Werner Biermann hat Erfahrung mit diesem Stoff. Er hat 2006 eine Strauß-Biografie veröffentlicht, die damals nicht enthusiastisch, aber doch respektvoll besprochen wurde. Das Problem ist nur: Es gibt nicht Neues zu berichten über Strauß. Andererseits ist das aber für moderne Filmemacher kein allzu großes Problem, denn es ist ja üblich geworden, Dokumentationen mit Spielszenen aufzupolieren.

In Der Primus werden wir also Zeuge, wie der kleine Franz Josef in der väterlichen Metzgerei am Fleischwolf steht, wie er vom Vater eine Watschn kassiert, weil er in kindlichem Unverstand ein Nazi-Flugblatt ausgetragen hat, und wie der von der Ostfront heimgekehrte Oberleutnant Strauß in Schongau einen SS-Schergen daran hindert, einen Deserteur aufzuhängen. Das mag sich alles so, oder wenigstens so ähnlich zugetragen haben; genau kommt es darauf ja auch nicht an.
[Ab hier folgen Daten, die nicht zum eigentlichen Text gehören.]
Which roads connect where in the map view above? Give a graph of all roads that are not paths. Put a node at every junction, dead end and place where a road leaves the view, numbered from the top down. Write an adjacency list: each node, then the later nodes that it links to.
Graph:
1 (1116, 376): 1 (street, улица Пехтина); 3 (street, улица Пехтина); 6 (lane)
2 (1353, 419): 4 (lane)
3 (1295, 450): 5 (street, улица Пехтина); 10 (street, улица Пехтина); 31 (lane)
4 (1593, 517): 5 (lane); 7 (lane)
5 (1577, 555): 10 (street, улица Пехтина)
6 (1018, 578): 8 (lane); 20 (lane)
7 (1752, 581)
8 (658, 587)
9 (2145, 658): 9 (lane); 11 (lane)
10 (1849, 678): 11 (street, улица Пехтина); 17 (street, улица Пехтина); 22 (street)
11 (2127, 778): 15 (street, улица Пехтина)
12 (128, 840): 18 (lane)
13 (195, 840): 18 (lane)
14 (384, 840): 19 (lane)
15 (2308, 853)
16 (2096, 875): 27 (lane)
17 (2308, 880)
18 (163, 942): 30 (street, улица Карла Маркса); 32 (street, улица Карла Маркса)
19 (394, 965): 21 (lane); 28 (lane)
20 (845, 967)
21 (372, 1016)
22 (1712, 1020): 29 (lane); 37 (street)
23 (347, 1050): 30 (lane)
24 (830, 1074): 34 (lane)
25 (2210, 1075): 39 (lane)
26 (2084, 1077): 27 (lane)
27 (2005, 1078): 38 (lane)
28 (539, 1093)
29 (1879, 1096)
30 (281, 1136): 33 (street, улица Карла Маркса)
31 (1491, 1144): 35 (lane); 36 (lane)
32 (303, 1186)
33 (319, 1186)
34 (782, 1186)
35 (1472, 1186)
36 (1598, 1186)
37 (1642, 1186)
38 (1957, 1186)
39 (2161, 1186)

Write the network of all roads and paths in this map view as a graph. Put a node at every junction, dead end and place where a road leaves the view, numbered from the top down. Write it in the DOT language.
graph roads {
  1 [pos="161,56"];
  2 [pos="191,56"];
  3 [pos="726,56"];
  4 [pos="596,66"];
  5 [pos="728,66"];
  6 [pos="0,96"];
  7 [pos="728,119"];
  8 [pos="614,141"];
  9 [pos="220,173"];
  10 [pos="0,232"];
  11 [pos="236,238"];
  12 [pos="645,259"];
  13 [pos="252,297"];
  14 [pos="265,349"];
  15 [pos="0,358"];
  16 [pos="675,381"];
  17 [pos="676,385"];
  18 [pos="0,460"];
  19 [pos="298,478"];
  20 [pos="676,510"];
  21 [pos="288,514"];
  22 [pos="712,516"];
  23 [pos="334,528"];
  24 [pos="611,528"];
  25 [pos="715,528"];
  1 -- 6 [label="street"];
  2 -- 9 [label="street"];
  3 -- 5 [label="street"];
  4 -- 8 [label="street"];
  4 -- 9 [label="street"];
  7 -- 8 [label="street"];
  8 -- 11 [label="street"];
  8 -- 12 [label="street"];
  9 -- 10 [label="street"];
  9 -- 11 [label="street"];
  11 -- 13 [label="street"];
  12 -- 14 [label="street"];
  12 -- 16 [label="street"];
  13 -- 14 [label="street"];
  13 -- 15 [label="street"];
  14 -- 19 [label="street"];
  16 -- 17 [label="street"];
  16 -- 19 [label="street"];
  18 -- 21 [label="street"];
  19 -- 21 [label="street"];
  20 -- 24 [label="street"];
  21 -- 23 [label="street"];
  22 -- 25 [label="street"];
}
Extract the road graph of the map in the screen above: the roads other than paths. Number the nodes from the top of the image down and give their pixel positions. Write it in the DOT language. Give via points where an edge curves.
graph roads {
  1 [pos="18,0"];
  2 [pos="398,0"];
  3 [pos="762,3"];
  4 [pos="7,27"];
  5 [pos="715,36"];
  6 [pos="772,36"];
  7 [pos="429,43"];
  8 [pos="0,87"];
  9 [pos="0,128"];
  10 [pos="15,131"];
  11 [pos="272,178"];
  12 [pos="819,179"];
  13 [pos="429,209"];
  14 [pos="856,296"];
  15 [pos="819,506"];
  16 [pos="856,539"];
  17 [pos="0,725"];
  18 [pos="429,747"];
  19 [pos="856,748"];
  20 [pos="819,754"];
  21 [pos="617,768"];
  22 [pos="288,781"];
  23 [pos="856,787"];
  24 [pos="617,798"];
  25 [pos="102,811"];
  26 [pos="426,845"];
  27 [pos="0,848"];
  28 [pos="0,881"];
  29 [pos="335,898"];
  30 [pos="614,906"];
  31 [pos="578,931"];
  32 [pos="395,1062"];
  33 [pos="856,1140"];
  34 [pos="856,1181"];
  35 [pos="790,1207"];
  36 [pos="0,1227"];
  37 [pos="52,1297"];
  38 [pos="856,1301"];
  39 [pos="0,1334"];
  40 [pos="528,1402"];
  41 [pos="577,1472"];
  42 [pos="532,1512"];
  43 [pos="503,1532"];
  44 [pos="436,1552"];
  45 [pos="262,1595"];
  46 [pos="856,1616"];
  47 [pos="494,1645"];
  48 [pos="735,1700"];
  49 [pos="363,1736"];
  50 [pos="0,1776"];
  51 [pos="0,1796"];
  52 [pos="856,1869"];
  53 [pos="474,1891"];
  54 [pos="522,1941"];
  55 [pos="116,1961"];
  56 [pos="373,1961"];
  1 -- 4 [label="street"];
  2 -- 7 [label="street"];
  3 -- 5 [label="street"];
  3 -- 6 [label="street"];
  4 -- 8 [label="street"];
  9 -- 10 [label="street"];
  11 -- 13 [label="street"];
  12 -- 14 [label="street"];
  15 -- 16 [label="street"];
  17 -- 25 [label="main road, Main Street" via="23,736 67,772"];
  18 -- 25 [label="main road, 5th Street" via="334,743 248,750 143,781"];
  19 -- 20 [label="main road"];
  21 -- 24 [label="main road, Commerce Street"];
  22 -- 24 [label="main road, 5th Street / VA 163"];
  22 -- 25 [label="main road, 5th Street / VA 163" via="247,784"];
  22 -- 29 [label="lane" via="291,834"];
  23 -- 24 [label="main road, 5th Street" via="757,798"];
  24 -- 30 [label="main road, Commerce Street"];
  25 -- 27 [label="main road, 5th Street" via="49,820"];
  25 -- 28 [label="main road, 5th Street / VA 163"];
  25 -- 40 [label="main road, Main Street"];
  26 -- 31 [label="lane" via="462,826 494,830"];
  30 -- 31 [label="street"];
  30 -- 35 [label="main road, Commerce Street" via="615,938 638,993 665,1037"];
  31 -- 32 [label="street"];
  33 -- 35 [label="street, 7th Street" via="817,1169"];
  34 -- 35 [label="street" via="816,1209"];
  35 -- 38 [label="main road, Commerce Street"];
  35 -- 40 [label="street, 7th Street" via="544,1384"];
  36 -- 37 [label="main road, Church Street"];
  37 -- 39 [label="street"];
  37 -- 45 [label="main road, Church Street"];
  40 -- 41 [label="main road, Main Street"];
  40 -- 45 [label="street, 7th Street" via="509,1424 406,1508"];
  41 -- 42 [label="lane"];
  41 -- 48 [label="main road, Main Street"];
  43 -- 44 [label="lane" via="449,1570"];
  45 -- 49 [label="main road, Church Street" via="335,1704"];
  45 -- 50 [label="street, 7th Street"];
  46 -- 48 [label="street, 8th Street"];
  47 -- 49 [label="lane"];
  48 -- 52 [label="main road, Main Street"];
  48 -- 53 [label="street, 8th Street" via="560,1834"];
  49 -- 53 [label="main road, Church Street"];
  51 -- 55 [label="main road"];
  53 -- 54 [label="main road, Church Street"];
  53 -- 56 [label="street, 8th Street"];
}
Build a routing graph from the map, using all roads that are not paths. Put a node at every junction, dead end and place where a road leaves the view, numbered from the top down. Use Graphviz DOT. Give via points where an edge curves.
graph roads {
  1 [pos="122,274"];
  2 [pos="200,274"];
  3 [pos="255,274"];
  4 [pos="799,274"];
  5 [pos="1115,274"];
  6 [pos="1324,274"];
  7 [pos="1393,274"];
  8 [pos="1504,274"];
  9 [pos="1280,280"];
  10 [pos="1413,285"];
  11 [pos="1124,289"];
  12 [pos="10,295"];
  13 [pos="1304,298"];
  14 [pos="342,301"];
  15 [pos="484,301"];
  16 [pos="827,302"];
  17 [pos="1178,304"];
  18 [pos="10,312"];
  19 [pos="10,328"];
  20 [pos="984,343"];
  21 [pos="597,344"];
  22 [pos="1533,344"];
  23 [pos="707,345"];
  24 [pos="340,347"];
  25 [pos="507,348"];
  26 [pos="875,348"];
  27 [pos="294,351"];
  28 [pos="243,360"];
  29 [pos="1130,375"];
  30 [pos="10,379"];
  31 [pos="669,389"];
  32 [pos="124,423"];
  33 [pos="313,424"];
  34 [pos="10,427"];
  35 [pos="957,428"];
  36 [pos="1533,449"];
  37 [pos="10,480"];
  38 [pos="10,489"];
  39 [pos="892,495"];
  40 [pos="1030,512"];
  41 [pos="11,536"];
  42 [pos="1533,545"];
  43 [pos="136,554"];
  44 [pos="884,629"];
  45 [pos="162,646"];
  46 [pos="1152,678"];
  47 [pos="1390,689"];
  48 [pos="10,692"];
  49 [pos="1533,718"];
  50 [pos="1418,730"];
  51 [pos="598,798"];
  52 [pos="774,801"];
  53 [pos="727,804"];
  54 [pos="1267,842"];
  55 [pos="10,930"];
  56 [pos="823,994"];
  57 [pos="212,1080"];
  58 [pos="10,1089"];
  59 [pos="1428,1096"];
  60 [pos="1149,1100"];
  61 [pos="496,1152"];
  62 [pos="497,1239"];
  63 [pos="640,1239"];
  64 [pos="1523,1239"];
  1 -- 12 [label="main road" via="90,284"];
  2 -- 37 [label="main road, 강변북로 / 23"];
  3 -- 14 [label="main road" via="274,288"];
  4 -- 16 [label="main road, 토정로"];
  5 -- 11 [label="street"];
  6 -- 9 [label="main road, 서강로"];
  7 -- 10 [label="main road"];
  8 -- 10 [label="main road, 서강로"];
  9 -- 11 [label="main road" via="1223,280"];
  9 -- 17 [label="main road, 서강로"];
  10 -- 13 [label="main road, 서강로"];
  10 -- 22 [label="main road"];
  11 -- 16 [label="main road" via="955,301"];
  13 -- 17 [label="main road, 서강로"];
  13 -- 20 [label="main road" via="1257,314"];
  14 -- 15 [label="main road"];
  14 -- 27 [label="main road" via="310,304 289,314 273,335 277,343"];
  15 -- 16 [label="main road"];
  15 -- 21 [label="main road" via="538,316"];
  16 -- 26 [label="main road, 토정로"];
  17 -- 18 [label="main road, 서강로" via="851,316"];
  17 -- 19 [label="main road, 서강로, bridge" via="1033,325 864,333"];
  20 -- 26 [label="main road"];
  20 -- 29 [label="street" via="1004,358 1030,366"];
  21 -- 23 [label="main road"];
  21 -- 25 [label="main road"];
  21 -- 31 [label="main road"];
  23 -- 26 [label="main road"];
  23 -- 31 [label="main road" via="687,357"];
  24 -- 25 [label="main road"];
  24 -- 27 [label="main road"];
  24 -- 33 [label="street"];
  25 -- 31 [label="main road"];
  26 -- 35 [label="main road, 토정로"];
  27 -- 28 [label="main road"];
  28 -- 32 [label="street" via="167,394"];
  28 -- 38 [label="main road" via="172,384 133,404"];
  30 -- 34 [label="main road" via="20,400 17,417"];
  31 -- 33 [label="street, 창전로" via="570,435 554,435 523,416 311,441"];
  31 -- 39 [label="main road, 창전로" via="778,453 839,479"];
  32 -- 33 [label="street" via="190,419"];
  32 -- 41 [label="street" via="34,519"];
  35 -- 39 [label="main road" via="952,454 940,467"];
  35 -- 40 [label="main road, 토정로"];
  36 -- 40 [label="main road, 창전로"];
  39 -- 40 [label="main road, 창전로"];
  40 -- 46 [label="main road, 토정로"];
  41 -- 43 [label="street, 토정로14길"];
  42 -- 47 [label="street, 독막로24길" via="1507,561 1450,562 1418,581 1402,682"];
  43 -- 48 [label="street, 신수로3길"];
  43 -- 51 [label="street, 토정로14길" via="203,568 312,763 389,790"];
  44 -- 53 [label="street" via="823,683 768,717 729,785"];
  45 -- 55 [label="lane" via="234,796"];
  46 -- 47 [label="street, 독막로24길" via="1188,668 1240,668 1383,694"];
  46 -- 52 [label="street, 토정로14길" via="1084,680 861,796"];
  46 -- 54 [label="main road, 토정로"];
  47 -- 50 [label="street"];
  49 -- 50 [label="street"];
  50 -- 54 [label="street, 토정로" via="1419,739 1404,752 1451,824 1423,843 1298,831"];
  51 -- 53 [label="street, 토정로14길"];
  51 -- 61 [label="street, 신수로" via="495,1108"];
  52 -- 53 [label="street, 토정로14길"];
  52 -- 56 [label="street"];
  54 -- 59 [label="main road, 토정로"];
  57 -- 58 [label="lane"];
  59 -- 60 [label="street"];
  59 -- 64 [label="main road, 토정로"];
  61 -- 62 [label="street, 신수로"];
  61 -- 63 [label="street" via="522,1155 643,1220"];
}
Der Film macht uns nicht klüger

Wenn wir dagegen miterleben dürfen, wie Franz Josef Strauß in der Nacht, in der die Polizei die Redaktion des Spiegel besetzt, bei Adenauer anruft und von diesem carte blanche erhält, den stellvertretenden Chefredakteur Conrad Ahlers - widerrechtlich - in Spanien verhaften zu lassen, dann wüsste man schon gern, aus welcher Quelle der angebliche Wortlaut dieses Telefonats stammt (Adenauer: "Machen se, was se für richtig halten"). Wie edel von Strauß, denkt man sich, dass er den Alten nie verpetzt hat und stattdessen tapfer selbst die Konsequenzen trug. Aber ob die Geschichte auch stimmt? Oder ob Strauß sie nur so kolportiert hat? Wir wissen es nicht, und Biermanns Film macht uns nicht klüger.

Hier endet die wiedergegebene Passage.